Максим Сергеевич побледнел.
– Вы хотите сказать, что своими акварельками и акрилками, вы… пробурили дыру в материальном поле? И теперь через эту дыру к нам заглядывает… что? Сущность, питающаяся детскими рисунками и чувством вины работающих матерей? И эта сущность может быть вовсе не наш «Самоварчик»?
– Не «питающаяся», – резко оборвала его Жужжа. Она встала, и в её глазах горел тот самый огонь, который Ерофей называл «режимом мама-медведицы». – А существующая благодаря. Есть разница. Одна сущность паразитирует, другая – со-творяется. Дима не стал паразитом. Он стал… фундаментом. Основой для чего-то нового. И да, этот фундамент строится из нашего с вами обычного человеческого тепла. Из тоски по ребёнку. Из смеха над глупым стикером от Ксенофонта. Из запаха пирогов Варвары Прокопьевны. Вы называете это «дырой в правовом материальном поле». А я называю это… домом. Единственным домом, который у нас остался, пока там, снаружи, мир пытается стереть нас, как ненужные файлы.
Её голос дрогнул на последних словах. Августа подошла и молча обняла её за плечи. В этот момент в комнате стало заметно теплее. И пахнуло… ванилью. Свежей выпечкой. Хотя кухня была в другом конце коридора, а Варвара Прокопьевна сегодня, насколько знала Августа, пекла гречневые оладьи, а не ванильное печенье.
На экране в рисунке силуэт Ефимушки вдруг повернулся. И поднял руку. Не к экрану. А за пределы рисунка. Как будто махал кому-то, кто стоит рядом с картиной.
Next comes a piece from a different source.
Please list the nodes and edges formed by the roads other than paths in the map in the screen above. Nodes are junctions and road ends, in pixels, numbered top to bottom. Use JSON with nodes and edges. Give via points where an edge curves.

И все пятеро в комнате почувствовали одно и то же: лёгкое, едва уловимое дуновение воздуха у щеки. Как будто мимо пронеслась пушинка. Или кто-то невидимый провёл ладонью в сантиметре от кожи, не дотрагиваясь, но обозначая присутствие.
– Принцип дырявого носка, – вдруг сказала Августа, и её голос прозвучал странно спокойно на фоне всеобщего замешательства. – Если мир – это носок, а Дима – дырка в нём, то мы сейчас не латаем дырку. Мы вплетаем в её края новую нить. Нашу общую нить. И чем больше мы вплетём – тем красивее и прочнее станет узор. Да, носок будет с дыркой. Но зато эта дырка будет нашей. И через неё будет видно не голую ногу, а… другую реальность. Ту, где законы пишутся не чиновниками, а сердцем.
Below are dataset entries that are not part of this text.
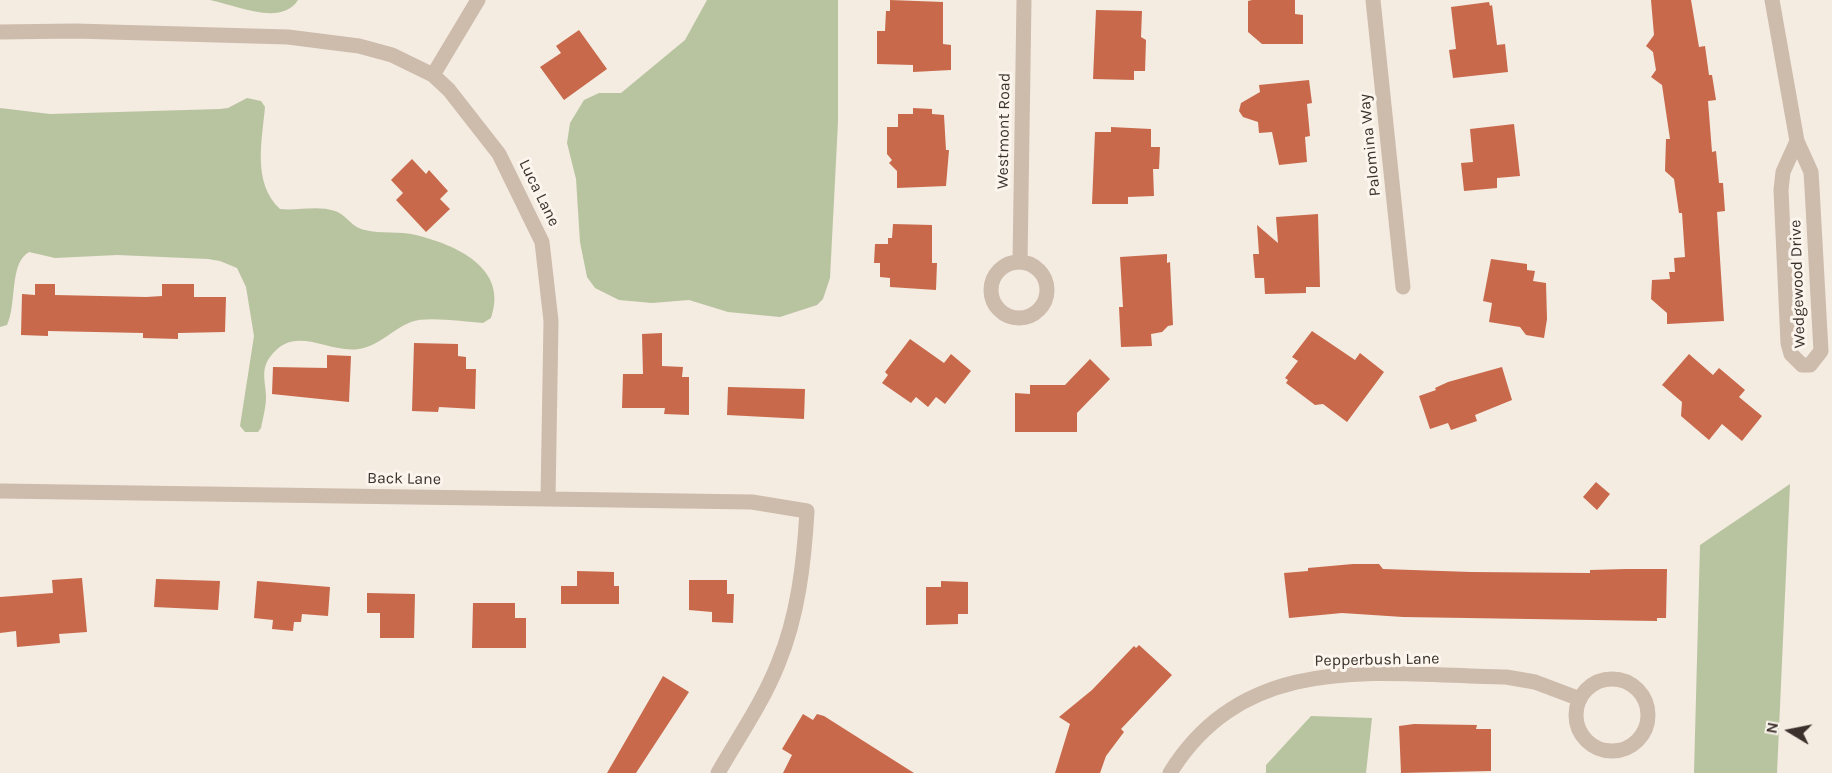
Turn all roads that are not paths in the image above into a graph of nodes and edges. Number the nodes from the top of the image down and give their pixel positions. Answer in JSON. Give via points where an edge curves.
{"nodes":[{"id":1,"x":478,"y":0,"type":"edge"},
{"id":2,"x":1024,"y":0,"type":"edge"},
{"id":3,"x":1373,"y":0,"type":"edge"},
{"id":4,"x":1772,"y":0,"type":"edge"},
{"id":5,"x":0,"y":32,"type":"edge"},
{"id":6,"x":433,"y":75,"type":"junction"},
{"id":7,"x":1797,"y":141,"type":"junction"},
{"id":8,"x":1020,"y":262,"type":"dead end"},
{"id":9,"x":1403,"y":287,"type":"dead end"},
{"id":10,"x":0,"y":490,"type":"edge"},
{"id":11,"x":548,"y":499,"type":"junction"},
{"id":12,"x":1580,"y":699,"type":"junction"},
{"id":13,"x":718,"y":773,"type":"edge"},
{"id":14,"x":1170,"y":773,"type":"edge"}],
"edges":[{"from":1,"to":6,"type":"street"},
{"from":2,"to":8,"type":"street","name":"Westmont Road"},
{"from":3,"to":9,"type":"street","name":"Palomina Way"},
{"from":4,"to":7,"type":"street","name":"Wedgewood Drive"},
{"from":5,"to":6,"type":"street","name":"Luca Lane","via":[[288,37],[359,46]]},
{"from":6,"to":11,"type":"street","name":"Luca Lane","via":[[499,154],[542,242],[551,321]]},
{"from":7,"to":7,"type":"street","name":"Wedgewood Drive","via":[[1783,172],[1781,190],[1788,343],[1791,354],[1802,365],[1817,359],[1821,340],[1811,172]]},
{"from":10,"to":11,"type":"street","name":"Back Lane"},
{"from":11,"to":13,"type":"street","name":"Back Lane","via":[[752,502],[807,511],[795,612],[787,640],[767,687]]},
{"from":12,"to":12,"type":"street","via":[[1576,720],[1586,741],[1595,747],[1627,748],[1642,734],[1646,706],[1628,683],[1607,679],[1596,682]]},
{"from":12,"to":14,"type":"street","name":"Pepperbush Lane","via":[[1535,682],[1506,677],[1320,676],[1263,692],[1231,708],[1183,752]]}]}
Августа посмотрела на свои руки, испачканные акрилом, и вдруг подумала о своём сыне – Радаславе. О том, как он вчера вечером сидел в комнате с блокнотом и рисовал что-то, о чём не рассказывал. А потом, укладываясь спать, спросил: «Мам, а дядя Дима правда слышит, когда мы о нём думаем?» Она ответила: «Правда!». И мальчик, помолчав, прошептал в темноту: «Дядя Дима, я здесь. Я тебя помню!». Это были не просто слова памяти. Это была формула. Та самая нить, которая вплетается в край «дырявого носка».
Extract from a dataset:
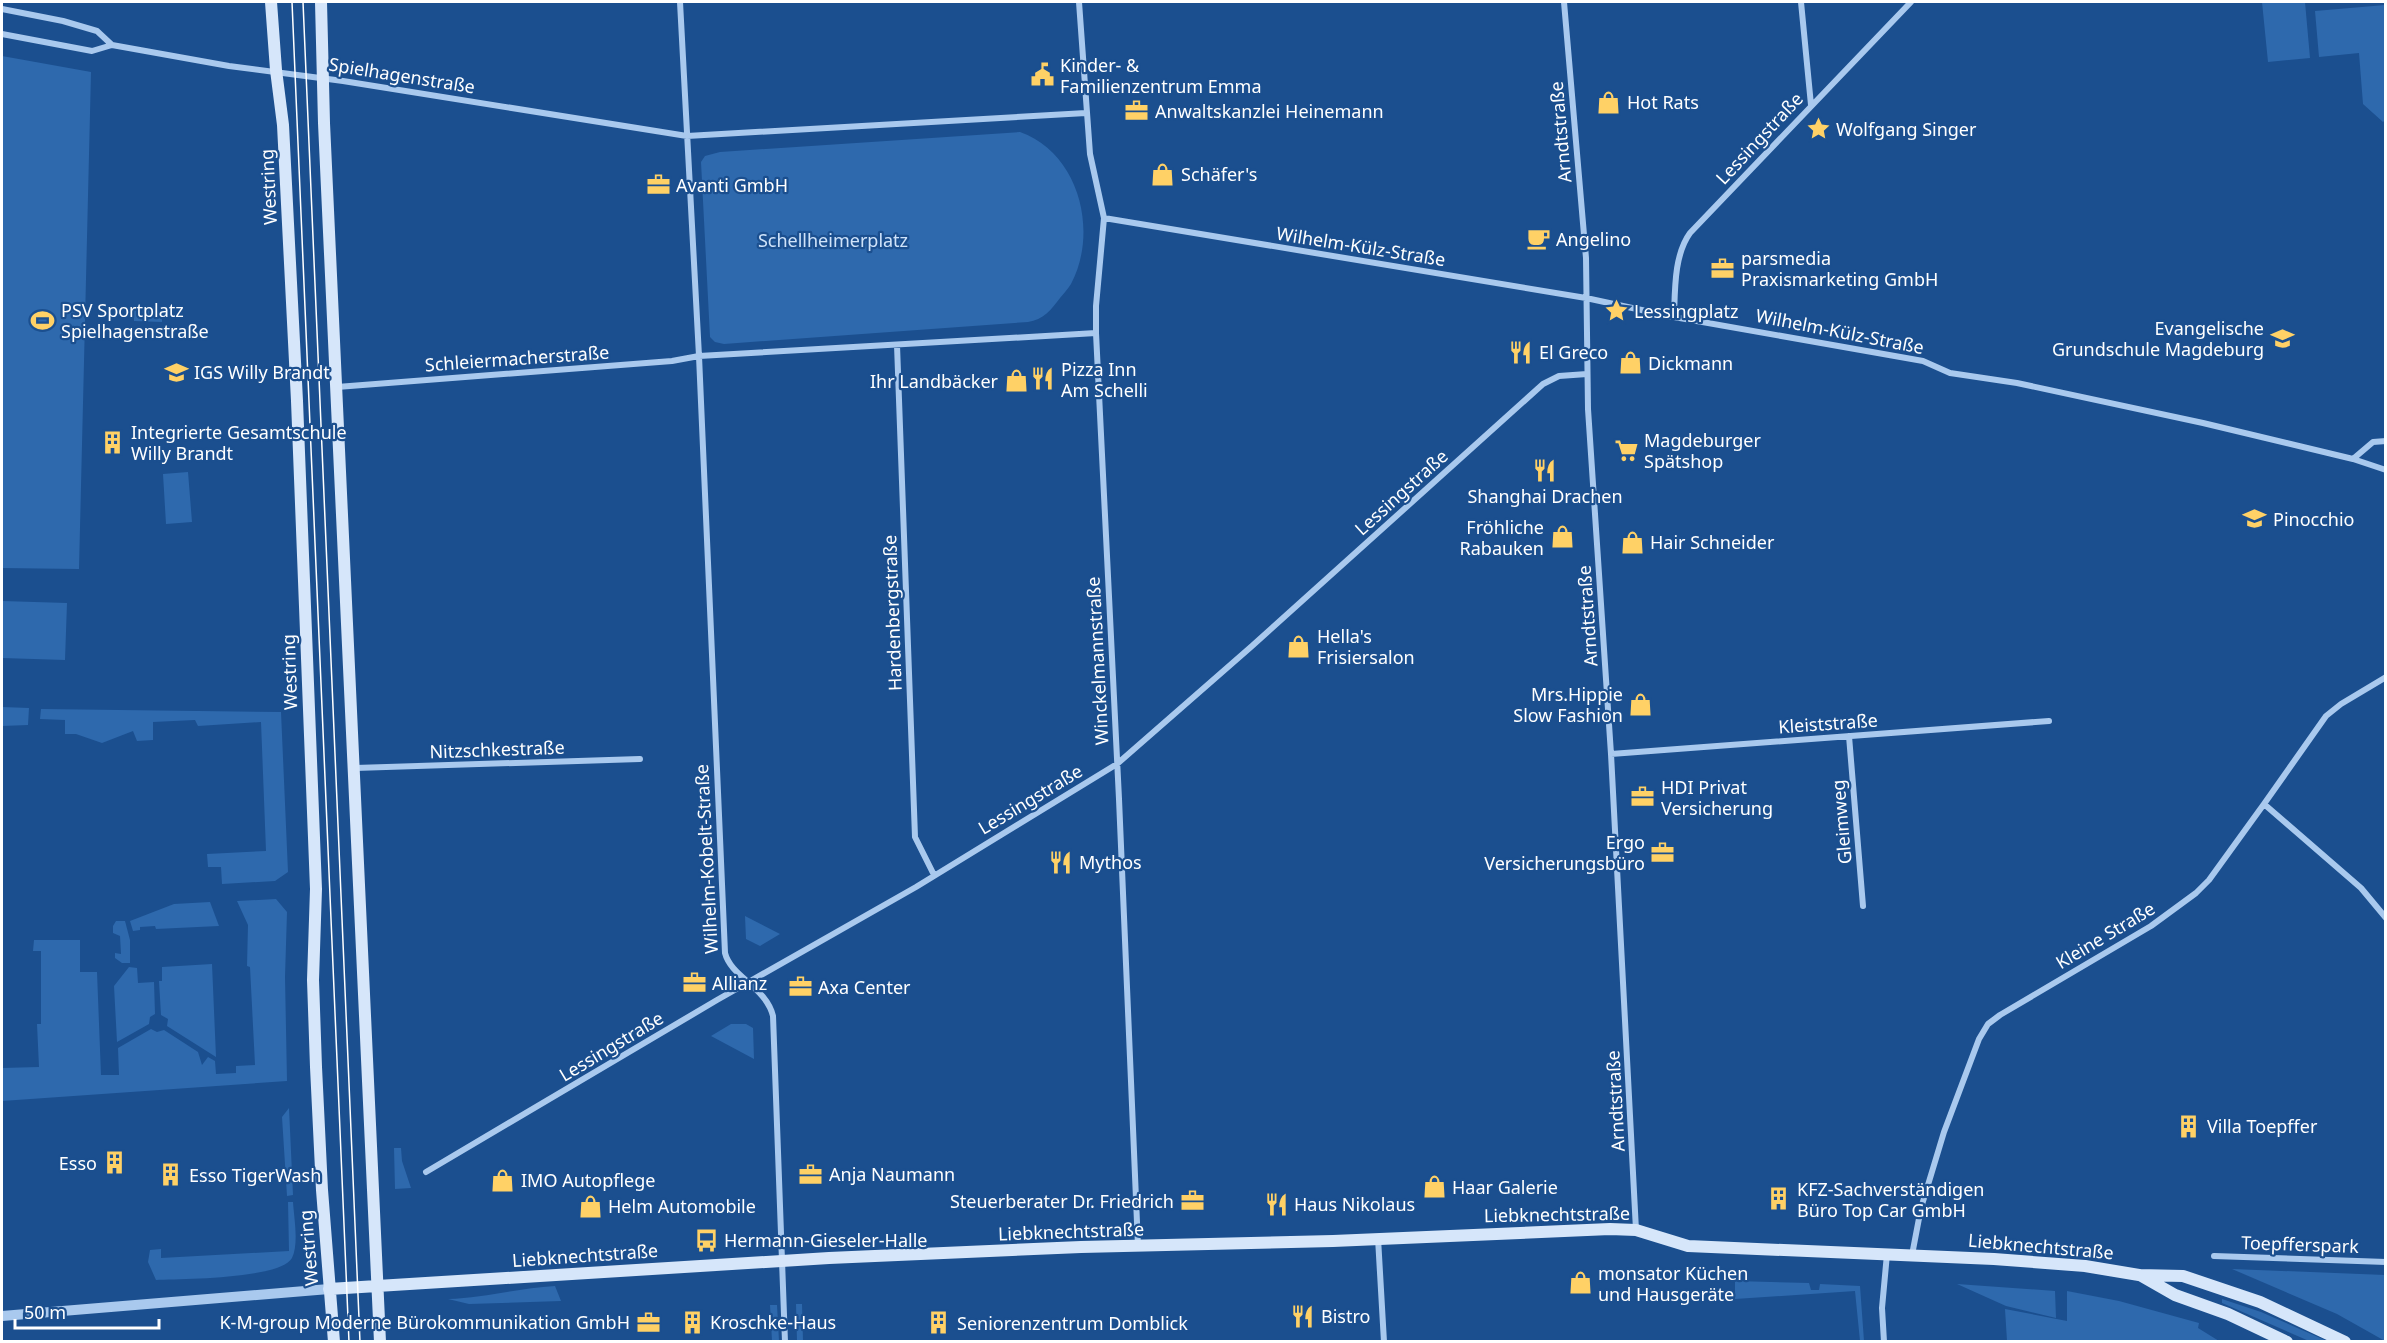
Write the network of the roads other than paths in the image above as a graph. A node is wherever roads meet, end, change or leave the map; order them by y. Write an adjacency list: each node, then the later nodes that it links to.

Она посмотрела на своё отражение в тёмном экране монитора. На свою, как она сама себя называла, «скучную тёткину» физиономию. И вдруг улыбнулась. Не широко. Но так, что паутинки кожи вокруг глаз сложились в узор, похожий на лучи.
– Ладно, – сказала она, отряхивая руки, как после завершения сложной работы. – Теория теорией, а практика – пирогами. Пойду помогу Варваре Прокопьевне. А ты, Жоржетта, – она повернулась к подруге, – возьми отложи планшет, направься к Ефимушке, возьми отгул. Просто, чтобы побыть рядом и порадоваться совместному семейному времени вместе. И чтобы… вплетать ниточку. Поговорить с семьёй, с Ефимушкой про нашего домового, который живёт в картинках. Про дядю Диму, который строит дом из воздуха и воспоминаний. Дети ведь верят в такие вещи без всяких доказательств. А может, именно поэтому они и есть самое веское доказательство.
Она вышла, оставив их в комнате, где пахло ванилью, где на экране ноутбука мерцали схемы несуществующего человека, а на стене в рисунке маленький силуэт в пижаме с мишками теперь явно что-то строил из кубиков. Из кубиков, которых на рисунке раньше не было.
Ерофей Петрович посмотрел на жену, на её руки, сжавшие планшет так, что костяшки побелели.
– Ну-что, инженер нашего семейного счастья? – спросил он тихо. – Будем строить метафизику на основе детского смеха?
Жужжа глубоко вдохнула, провела ладонью по клавиатуре, написав заявление на пару дней отгулов.
– Будем! – сказала она твёрдо. – Потому что всё остальное – бетон, сталь, законы и отчёты – уже дало трещину. А этот материал… – её голос дрогнул, но не от слабости, а от странной, новой уверенности, – этот материал проверен веками. Он называется «любовь». И против него даже самый совершенный алгоритм стирания – бессилен.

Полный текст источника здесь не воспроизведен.